Filter the records down to the lines that hold the word "Republic", and copy each of those lines.

──────── Data ────────

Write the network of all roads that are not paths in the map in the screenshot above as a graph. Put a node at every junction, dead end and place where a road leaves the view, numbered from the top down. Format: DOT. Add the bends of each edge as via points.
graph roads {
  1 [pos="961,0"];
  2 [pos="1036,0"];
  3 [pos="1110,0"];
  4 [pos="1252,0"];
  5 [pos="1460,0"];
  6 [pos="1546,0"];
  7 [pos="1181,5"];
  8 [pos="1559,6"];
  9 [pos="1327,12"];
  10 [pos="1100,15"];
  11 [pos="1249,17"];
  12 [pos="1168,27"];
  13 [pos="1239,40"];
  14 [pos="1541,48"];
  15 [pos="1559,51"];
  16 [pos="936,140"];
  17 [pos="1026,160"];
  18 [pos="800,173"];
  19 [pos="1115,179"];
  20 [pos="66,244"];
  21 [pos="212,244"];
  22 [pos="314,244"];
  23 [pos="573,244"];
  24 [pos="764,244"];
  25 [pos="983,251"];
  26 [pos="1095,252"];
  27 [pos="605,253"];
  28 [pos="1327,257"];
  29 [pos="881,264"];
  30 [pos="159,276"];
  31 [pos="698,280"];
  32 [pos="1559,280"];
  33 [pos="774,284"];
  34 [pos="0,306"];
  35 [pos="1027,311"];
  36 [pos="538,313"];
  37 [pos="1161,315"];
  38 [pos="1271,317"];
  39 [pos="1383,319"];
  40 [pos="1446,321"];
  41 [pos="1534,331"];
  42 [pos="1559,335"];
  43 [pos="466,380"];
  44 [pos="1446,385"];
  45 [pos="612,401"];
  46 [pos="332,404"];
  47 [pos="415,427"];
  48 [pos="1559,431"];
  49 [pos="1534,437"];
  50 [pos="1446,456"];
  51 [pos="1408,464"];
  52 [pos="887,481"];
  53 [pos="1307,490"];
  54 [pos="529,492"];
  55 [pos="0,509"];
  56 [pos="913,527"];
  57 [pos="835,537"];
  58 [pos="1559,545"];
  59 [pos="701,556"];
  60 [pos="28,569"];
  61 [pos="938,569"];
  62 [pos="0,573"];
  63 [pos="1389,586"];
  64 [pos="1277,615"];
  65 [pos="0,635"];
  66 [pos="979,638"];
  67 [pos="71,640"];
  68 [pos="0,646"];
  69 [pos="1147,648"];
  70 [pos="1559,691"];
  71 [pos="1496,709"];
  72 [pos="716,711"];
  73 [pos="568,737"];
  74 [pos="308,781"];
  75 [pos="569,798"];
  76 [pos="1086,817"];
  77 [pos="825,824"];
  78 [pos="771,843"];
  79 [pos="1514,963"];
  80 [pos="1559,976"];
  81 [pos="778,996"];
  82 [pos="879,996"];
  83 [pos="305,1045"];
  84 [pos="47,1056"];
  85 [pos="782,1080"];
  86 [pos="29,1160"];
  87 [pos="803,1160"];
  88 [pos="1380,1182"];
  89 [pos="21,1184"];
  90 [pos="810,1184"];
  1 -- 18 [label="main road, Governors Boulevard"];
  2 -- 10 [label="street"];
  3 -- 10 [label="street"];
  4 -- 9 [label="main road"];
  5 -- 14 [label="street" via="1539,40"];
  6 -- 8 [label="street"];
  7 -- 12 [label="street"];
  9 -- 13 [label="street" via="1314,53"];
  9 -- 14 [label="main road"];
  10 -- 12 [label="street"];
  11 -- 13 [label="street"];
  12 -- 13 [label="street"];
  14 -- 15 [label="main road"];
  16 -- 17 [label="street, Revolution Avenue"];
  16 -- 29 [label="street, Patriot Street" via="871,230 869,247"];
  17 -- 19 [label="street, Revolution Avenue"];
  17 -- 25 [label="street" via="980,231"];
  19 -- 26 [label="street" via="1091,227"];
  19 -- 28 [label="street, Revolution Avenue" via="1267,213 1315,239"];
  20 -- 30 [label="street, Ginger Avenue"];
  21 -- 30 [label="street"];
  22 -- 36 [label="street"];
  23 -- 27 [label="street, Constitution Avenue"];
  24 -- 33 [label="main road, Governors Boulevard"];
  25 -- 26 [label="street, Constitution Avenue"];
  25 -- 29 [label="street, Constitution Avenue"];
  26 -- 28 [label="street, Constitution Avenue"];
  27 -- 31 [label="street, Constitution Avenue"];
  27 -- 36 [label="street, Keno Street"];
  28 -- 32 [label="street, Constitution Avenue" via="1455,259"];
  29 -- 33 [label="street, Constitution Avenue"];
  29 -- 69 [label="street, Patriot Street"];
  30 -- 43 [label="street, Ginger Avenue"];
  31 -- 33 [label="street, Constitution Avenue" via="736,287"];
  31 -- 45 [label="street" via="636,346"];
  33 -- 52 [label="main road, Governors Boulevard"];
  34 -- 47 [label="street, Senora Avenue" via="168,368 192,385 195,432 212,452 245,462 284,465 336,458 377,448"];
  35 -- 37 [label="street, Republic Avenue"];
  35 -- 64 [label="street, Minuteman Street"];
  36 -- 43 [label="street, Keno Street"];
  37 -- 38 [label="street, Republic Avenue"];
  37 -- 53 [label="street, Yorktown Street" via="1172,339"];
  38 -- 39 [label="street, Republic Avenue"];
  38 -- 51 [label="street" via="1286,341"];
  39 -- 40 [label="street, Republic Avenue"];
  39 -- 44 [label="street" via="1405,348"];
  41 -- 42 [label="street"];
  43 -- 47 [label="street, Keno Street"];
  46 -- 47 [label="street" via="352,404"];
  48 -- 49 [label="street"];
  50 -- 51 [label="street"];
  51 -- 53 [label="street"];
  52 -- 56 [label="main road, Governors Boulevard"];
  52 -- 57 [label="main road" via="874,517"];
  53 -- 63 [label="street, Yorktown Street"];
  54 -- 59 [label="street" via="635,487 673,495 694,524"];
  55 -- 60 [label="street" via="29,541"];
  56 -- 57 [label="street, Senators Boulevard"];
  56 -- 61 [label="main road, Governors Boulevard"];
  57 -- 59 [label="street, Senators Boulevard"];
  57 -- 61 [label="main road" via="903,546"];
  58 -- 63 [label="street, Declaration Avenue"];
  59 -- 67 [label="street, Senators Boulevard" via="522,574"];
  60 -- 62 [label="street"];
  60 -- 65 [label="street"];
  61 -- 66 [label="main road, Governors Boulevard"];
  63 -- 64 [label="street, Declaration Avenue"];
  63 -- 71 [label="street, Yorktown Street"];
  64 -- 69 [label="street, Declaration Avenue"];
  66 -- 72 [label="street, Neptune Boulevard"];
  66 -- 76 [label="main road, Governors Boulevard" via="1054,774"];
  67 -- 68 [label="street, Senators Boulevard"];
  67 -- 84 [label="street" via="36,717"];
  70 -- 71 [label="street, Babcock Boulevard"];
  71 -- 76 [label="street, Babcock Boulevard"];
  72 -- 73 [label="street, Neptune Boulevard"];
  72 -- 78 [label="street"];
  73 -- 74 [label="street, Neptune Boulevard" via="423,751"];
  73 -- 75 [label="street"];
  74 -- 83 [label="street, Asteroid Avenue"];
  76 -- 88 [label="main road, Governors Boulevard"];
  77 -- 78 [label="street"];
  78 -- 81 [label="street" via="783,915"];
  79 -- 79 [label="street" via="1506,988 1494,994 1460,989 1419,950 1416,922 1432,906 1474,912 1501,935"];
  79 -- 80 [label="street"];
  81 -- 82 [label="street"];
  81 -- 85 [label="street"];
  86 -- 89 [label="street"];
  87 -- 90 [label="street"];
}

────────

[Response]
  35 -- 37 [label="street, Republic Avenue"];
  37 -- 38 [label="street, Republic Avenue"];
  38 -- 39 [label="street, Republic Avenue"];
  39 -- 40 [label="street, Republic Avenue"];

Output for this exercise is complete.